Last time John McCain gave an in-depth foreign policy address--his March speech in Los Angeles--the papers crowed that he was abandoning George W. Bush's approach to world affairs:
"McCain Outlines Foreign Policy; In Speech, He Vows Collaborative Approach." (WP)
"McCain, in Foreign Policy Talk, Turns His Back on Unilateralism." (NYT)
I'm not so sure.
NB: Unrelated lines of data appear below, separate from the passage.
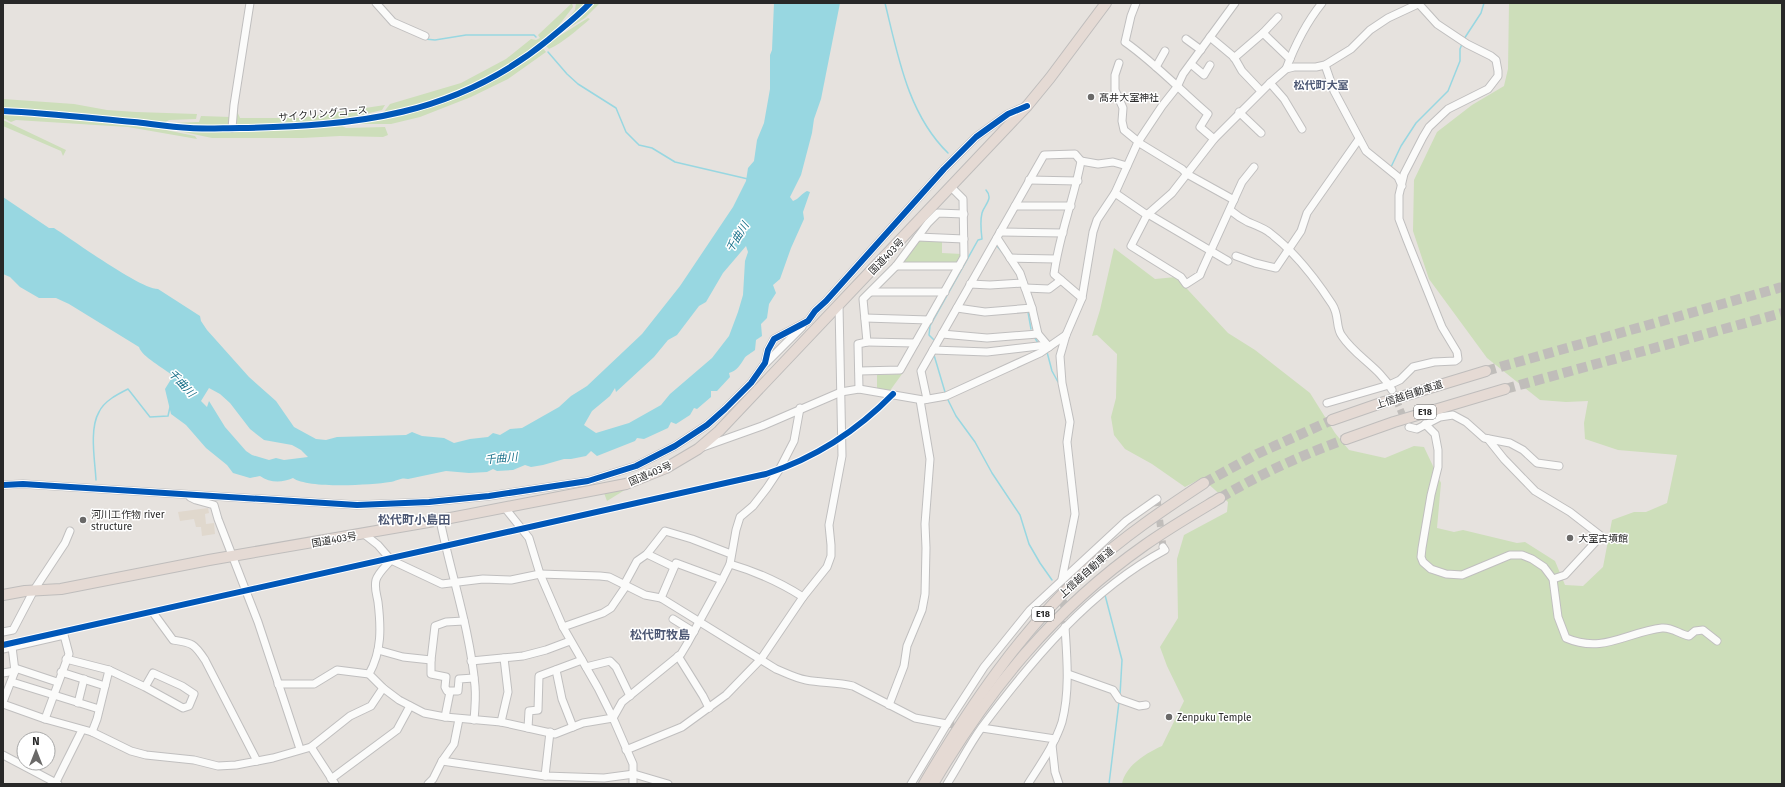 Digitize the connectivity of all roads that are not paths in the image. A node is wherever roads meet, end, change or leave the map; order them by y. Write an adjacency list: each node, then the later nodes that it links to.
1 (250, 3): 28 (street)
2 (376, 3): 10 (street)
3 (1106, 3): 26 (highway, 国道403号)
4 (1136, 3): 21 (street)
5 (1235, 3): 11 (street)
6 (1322, 3): 16 (street)
7 (1418, 4): 20 (street); 40 (street)
8 (1278, 17): 9 (street)
9 (1263, 32): 15 (street); 16 (street)
10 (425, 36)
11 (1210, 37): 14 (street); 15 (street)
12 (1186, 39): 14 (street)
13 (1165, 50): 21 (street)
14 (1201, 50): 18 (street)
15 (1234, 58): 25 (street)
16 (1290, 59): 22 (street)
17 (1119, 63): 33 (street)
18 (1191, 64): 19 (street); 24 (street)
19 (1210, 65)
20 (1325, 65): 22 (street); 32 (street)
21 (1156, 67): 24 (street)
22 (1286, 69): 23 (street)
23 (1270, 83): 25 (street); 29 (street)
24 (1177, 87): 31 (street); 33 (street)
25 (1261, 91): 27 (street)
26 (1027, 106): 41 (highway, 国道403号); 72 (street)
27 (1239, 112): 30 (street); 31 (street)
28 (232, 128)
29 (1302, 129)
30 (1261, 133)
31 (1214, 139): 37 (street)
32 (1359, 139): 40 (street); 53 (street)
33 (1138, 142): 35 (street); 37 (street)
34 (1081, 161): 35 (street); 38 (street); 39 (street)
35 (1127, 166): 42 (street)
36 (1254, 167): 43 (street)
37 (1187, 174): 43 (street); 48 (street)
38 (1030, 180): 39 (street); 44 (street)
39 (1078, 181): 45 (street)
40 (1402, 186): 84 (street)
41 (951, 187): 47 (street); 67 (highway, 国道403号)
42 (1115, 193): 48 (street); 66 (street)
43 (1234, 200): 46 (street)
44 (1015, 206): 45 (street); 50 (street)
45 (1071, 206): 49 (street)
46 (1230, 210): 53 (street); 54 (street)
47 (964, 214): 51 (street); 52 (street)
48 (1148, 215): 54 (street); 54 (street)
49 (1063, 233): 50 (street); 57 (street)
50 (998, 235): 56 (street); 62 (street)
51 (918, 237): 52 (street); 59 (street)
52 (964, 239): 60 (street)
53 (1289, 250): 55 (street); 84 (street)
54 (1210, 252): 58 (street)
55 (1236, 256)
56 (1010, 258): 57 (street); 63 (street)
57 (1056, 260): 61 (street)
58 (1228, 261)
59 (896, 266): 60 (street); 64 (street)
60 (959, 266): 65 (street)
61 (1061, 280): 63 (street); 66 (street)
62 (970, 284): 63 (street); 68 (street)
63 (1024, 286): 69 (street)
64 (871, 292): 65 (street); 70 (street)
65 (944, 292): 71 (street)
66 (1082, 298): 75 (street)
67 (839, 305): 83 (highway, 国道403号); 87 (street)
68 (957, 308): 69 (street); 73 (street)
69 (1032, 308): 74 (street)
70 (865, 318): 71 (street); 76 (street)
71 (929, 320): 77 (street)
72 (808, 321): 80 (street); 80 (street)
73 (942, 334): 74 (street); 79 (street)
74 (1038, 334): 78 (street)
75 (1066, 335): 78 (street); 115 (street)
76 (868, 342): 77 (street); 81 (street)
77 (915, 343): 81 (street)
78 (1048, 346): 79 (street); 88 (street)
79 (933, 350): 88 (street)
80 (762, 367): 83 (street); 100 (street)
81 (859, 371): 85 (street)
82 (1486, 371): 91 (highway, 上信越自動車道 / E18)
83 (768, 380): 96 (highway, 国道403号)
84 (1390, 387): 89 (street)
85 (859, 389): 87 (street); 88 (street)
86 (1505, 389): 94 (highway, E18)
87 (841, 392): 90 (street); 122 (street)
88 (923, 399): 165 (street)
89 (1327, 403)
90 (800, 408): 96 (street); 109 (street)
91 (1332, 420)
92 (1426, 424): 93 (street); 95 (street); 116 (street)
93 (1408, 427)
94 (1346, 439)
95 (1488, 439): 97 (street); 116 (street)
96 (698, 449): 103 (highway, 国道403号)
97 (1559, 466)
98 (1204, 483): 200 (highway, 上信越自動車道 / E18)
99 (3, 485): 100 (street)
100 (186, 495): 110 (street)
101 (1220, 498): 201 (highway, 上信越自動車道 / E18)
102 (1157, 499): 115 (street)
103 (505, 508): 104 (highway, 国道403号); 114 (street)
104 (440, 520): 106 (highway, 国道403号); 118 (street)
105 (70, 532): 120 (street)
106 (364, 534): 110 (highway, 国道403号); 111 (street)
107 (1163, 546): 129 (street)
108 (647, 554): 109 (street); 113 (street); 119 (street)
109 (731, 554): 112 (street)
110 (233, 557): 120 (highway, 国道403号); 156 (street)
111 (391, 560): 118 (street); 136 (street)
112 (730, 564): 117 (street); 122 (street)
113 (674, 567): 117 (street); 123 (street)
114 (540, 574): 118 (street); 119 (street); 128 (street)
115 (1062, 579): 176 (street)
116 (1553, 579): 133 (street)
117 (722, 580): 127 (street)
118 (455, 583): 126 (street)
119 (625, 586): 123 (street); 128 (street)
120 (34, 590): 121 (highway, 国道403号); 130 (street)
121 (3, 595)
122 (803, 597): 140 (street)
123 (661, 598): 127 (street)
124 (154, 614): 188 (street)
125 (673, 619): 131 (street)
126 (464, 621): 141 (street); 143 (street)
127 (700, 621): 131 (street); 140 (street)
128 (563, 626): 132 (street)
129 (1066, 627): 151 (street); 179 (street)
130 (3, 632)
131 (694, 632): 137 (street)
132 (570, 641): 139 (street); 142 (street)
133 (1717, 641)
134 (12, 647): 135 (street); 138 (street); 145 (street)
135 (3, 649)
136 (378, 650): 141 (street); 150 (street)
137 (678, 656): 162 (street); 168 (street)
138 (66, 658): 146 (street); 148 (street)
139 (504, 658): 143 (street); 175 (street)
140 (761, 658): 165 (street); 168 (street)
141 (431, 660): 160 (street)
142 (582, 660): 144 (street); 147 (street)
143 (471, 661): 152 (street)
144 (586, 667): 162 (street); 171 (street)
145 (15, 669): 149 (street); 154 (street); 155 (street)
146 (109, 670): 157 (street); 158 (street)
147 (556, 670): 177 (street); 178 (street)
148 (61, 672): 153 (street); 155 (street)
149 (3, 673)
150 (369, 674): 156 (street); 159 (street)
151 (1068, 674): 166 (street); 183 (street)
152 (474, 678): 160 (street); 174 (street)
153 (84, 679): 157 (street); 164 (street)
154 (12, 682): 161 (street); 163 (street)
155 (57, 682): 161 (street)
156 (278, 684): 185 (street)
157 (105, 686): 169 (street)
158 (145, 687): 158 (street)
159 (382, 688): 167 (street); 184 (street)
160 (450, 692): 170 (street)
161 (52, 695): 164 (street); 172 (street)
162 (630, 696): 171 (street)
163 (3, 703): 172 (street)
164 (78, 703): 169 (street)
165 (889, 704): 176 (street)
166 (1146, 705)
167 (410, 706): 170 (street); 193 (street)
168 (709, 708): 186 (street)
169 (99, 709): 181 (street)
170 (445, 717): 173 (street)
171 (613, 718): 177 (street); 186 (street)
172 (45, 719): 180 (street)
173 (459, 719): 174 (street); 189 (street)
174 (474, 720): 175 (street)
175 (501, 722): 178 (street)
176 (947, 724): 199 (street)
177 (573, 727): 182 (street)
178 (528, 728): 182 (street)
179 (982, 728): 183 (street); 202 (street)
180 (82, 730): 181 (street); 194 (street)
181 (92, 732): 188 (street)
182 (550, 732): 191 (street)
183 (1053, 742): 203 (street); 204 (street)
184 (311, 747): 185 (street); 193 (street)
185 (300, 749): 188 (street)
186 (626, 750): 190 (street)
187 (3, 755): 194 (street)
188 (257, 761)
189 (442, 761): 191 (street); 195 (street)
190 (634, 774): 191 (street); 192 (street); 196 (street)
191 (545, 776)
192 (642, 776): 197 (street); 198 (street)
193 (333, 782)
194 (56, 784)
195 (428, 784)
196 (633, 784)
197 (648, 784)
198 (668, 784)
199 (910, 784)
200 (924, 784)
201 (933, 784)
202 (947, 784)
203 (1028, 784)
204 (1058, 784)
McCain did indeed vow to rely on allies, but when you look closer at the substance of his proposals--his vow to create a "League of Democracies" to police the globe--it becomes clear that he's just trying to create an institutionalized version of President Bush's "coalition of the willing."
While they're rhetorically different--Bush's approach evokes cowboys rounding up a posse to go hang Saddam, while McCain's plays to his Teddy Roosevelt fetish--both proposals try to construct a world order based on moral clarity, which divides the globe into "good" and "bad" states (those willing to confront evil, say, and those who are not).
This is a fundamentally conservative approach to world affairs (cf. Peter Scoblic's U.S. vs. Them or today's LAT op-ed to see why), but McCain is trying to make it sound moderate by dressing it up as Cold War internationalism. After all, the man is fighting a general election race--he can afford to pivot to the center.